The Aspen School District just secured $5 million. The town of Vail took in close to $2 million. Hayden grabbed nearly $1 million.
That is cold, hard cash moving from state coffers into the ground beneath your feet. It is the tangible result of a strategy that Governor Jared Polis is now betting will scale from local infrastructure projects to a multistate powerhouse.
On Wednesday, Polis joined Utah Governor Spencer Cox to unveil a partnership between Colorado, Utah, Arizona and New Mexico. The goal is simple: boost geothermal energy production across the West. They announced it virtually from downtown Salt Lake City, but the implications hit home for folks on the Western Slope.
“Ninety-five percent of America’s capacity for geothermal is located in the western states, and it’s underutilized,” Polis said. “It’s there, and it’s ready, and we want to pursue it.”
Make no mistake. This isn’t just about keeping the lights on. It’s about cost. Polis argues that greater investment will save people money on energy bills. It will provide reliable, 24/7 energy. It will create jobs in tech and on-site. And it will protect clean air.
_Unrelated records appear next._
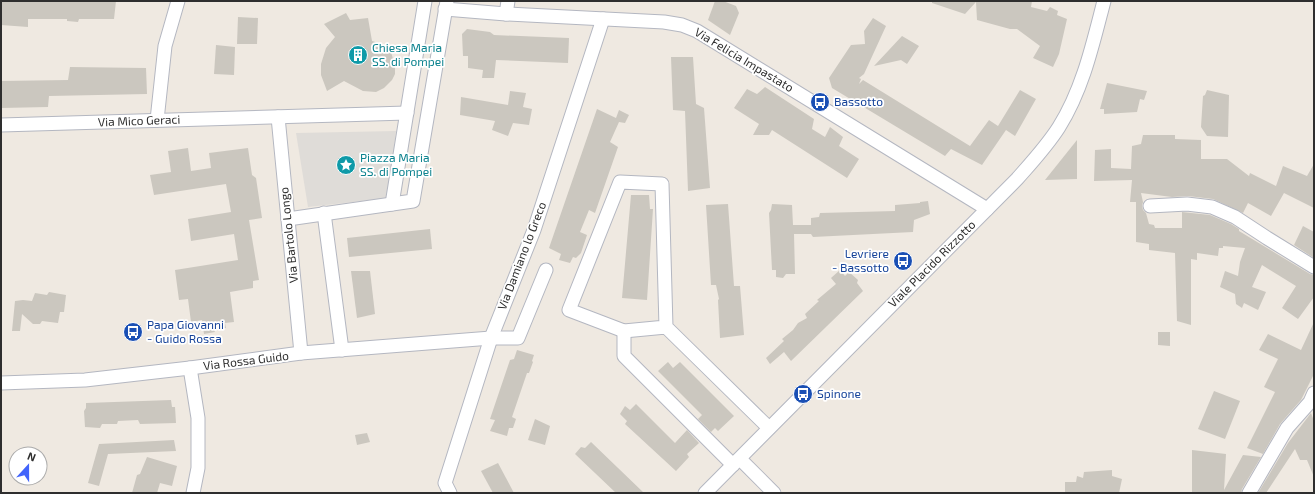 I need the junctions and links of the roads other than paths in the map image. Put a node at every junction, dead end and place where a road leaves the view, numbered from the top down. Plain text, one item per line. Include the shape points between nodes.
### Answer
1 (178, 1) edge
2 (425, 1) edge
3 (1104, 1) edge
4 (446, 5) edge
5 (507, 7) edge
6 (604, 19) junction
7 (406, 113) junction
8 (278, 117) junction
9 (157, 120) junction
10 (1, 125) edge
11 (392, 204) junction
12 (1150, 206) dead end
13 (987, 209) junction
14 (324, 214) junction
15 (288, 219) junction
16 (1314, 266) edge
17 (546, 270) dead end
18 (666, 327) junction
19 (624, 331) junction
20 (491, 338) junction
21 (342, 350) junction
22 (301, 353) junction
23 (190, 368) junction
24 (1, 383) edge
25 (1313, 402) edge
26 (769, 428) junction
27 (736, 462) junction
28 (446, 490) edge
29 (193, 493) edge
30 (705, 493) edge
31 (774, 493) edge
32 (1249, 493) edge

1 - 9 street via 165,46
2 - 7 street
3 - 13 street, Viale Placido Rizzotto via 1086,66 1059,126 1026,170
4 - 5 street, Via Felicia Impastato
4 - 11 street via 413,201
5 - 6 street, Via Felicia Impastato
6 - 13 street, Via Felicia Impastato via 664,22 697,31
6 - 20 street, Via Damiano lo Greco via 534,230
7 - 8 street, Via Mico Geraci
7 - 11 street
8 - 9 street, Via Mico Geraci
8 - 15 street, Via Bartolo Longo
9 - 10 street, Via Mico Geraci
11 - 14 street
12 - 16 street via 1188,204 1212,207 1235,217
13 - 26 street, Viale Placido Rizzotto
14 - 15 street
14 - 21 street
15 - 22 street, Via Bartolo Longo
17 - 20 street, Via Rossa Guido via 518,338
18 - 19 street
18 - 19 street via 662,184 620,182 569,310
18 - 26 street
19 - 27 street via 624,356
20 - 21 street, Via Rossa Guido
20 - 28 street, Via Damiano lo Greco
21 - 22 street, Via Rossa Guido
22 - 23 street, Via Rossa Guido
23 - 24 street, Via Rossa Guido via 85,380
23 - 29 street via 198,418 198,468
25 - 32 street via 1287,428
26 - 27 street, Viale Placido Rizzotto
27 - 30 street, Viale Placido Rizzotto
27 - 31 street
Utah Gov. Spencer Cox sees the leverage. He wants to use this alliance to attract investment and build a workforce. If you bring Colorado, Arizona and New Mexico into the fold, you create something big. Something that moves faster than individual states acting alone.
But there is a bottleneck. Much of the land in the West is federally owned. In Colorado, the federal government owns over a third of the state’s land. You can’t drill where you can’t get permission.
Cox hopes this group will serve as a conduit between the federal government and local projects. Specifically, they want to streamline permitting. A multistate alliance can bolster support in Washington through congressional delegates. It’s a political play to unlock the physical resource.
The technology itself is not new. Geothermal energy is derived from heat coming from the Earth’s core. The Colorado Energy and Carbon Management Commission identified three broad uses in a 2024 report.
Direct use. Hot springs. Hot water. Space heating. No energy conversion required.
Geothermal power production. Converting that thermal energy into electricity.
And geoexchange. Using underground pipes to tap into the Earth’s thermal energy to heat and cool structures above ground.
That last one is what Aspen and Vail are buying into. The Aspen School District’s $5 million investment is for thermal energy infrastructure. It’s designed to heat and cool several buildings. It’s not about generating megawatts for the grid. It’s about efficiency. It’s about reducing the operating costs of the school district.
Vail’s project is similar. They’re building out a geothermal network using sites like the public library. It’s a localized solution to a localized problem. High energy costs for public buildings.
Hayden’s $1 million grant follows the same logic. Install infrastructure. Reduce long-term expenses.
The map from the July 2024 Geothermal in Colorado report shows where these projects could be utilized. The Western Slope is a hotspot. The state has invested millions in recent years through grant and tax credit programs. Most of that money has gone right here.
Polis and Cox are now trying to pivot that local success into a regional engine. They want to attract private companies. They want to scale the workforce. They want to fix the permitting headache that comes with federal land ownership.
The short version: The money is already flowing. The infrastructure is being built. Now they just need to convince the feds to get out of the way.
Read that again. The state is spending millions to help you heat your schools and libraries. The governors are teaming up to make it cheaper and faster. The question is whether the federal government will keep blocking the path or finally let the West turn up the heat.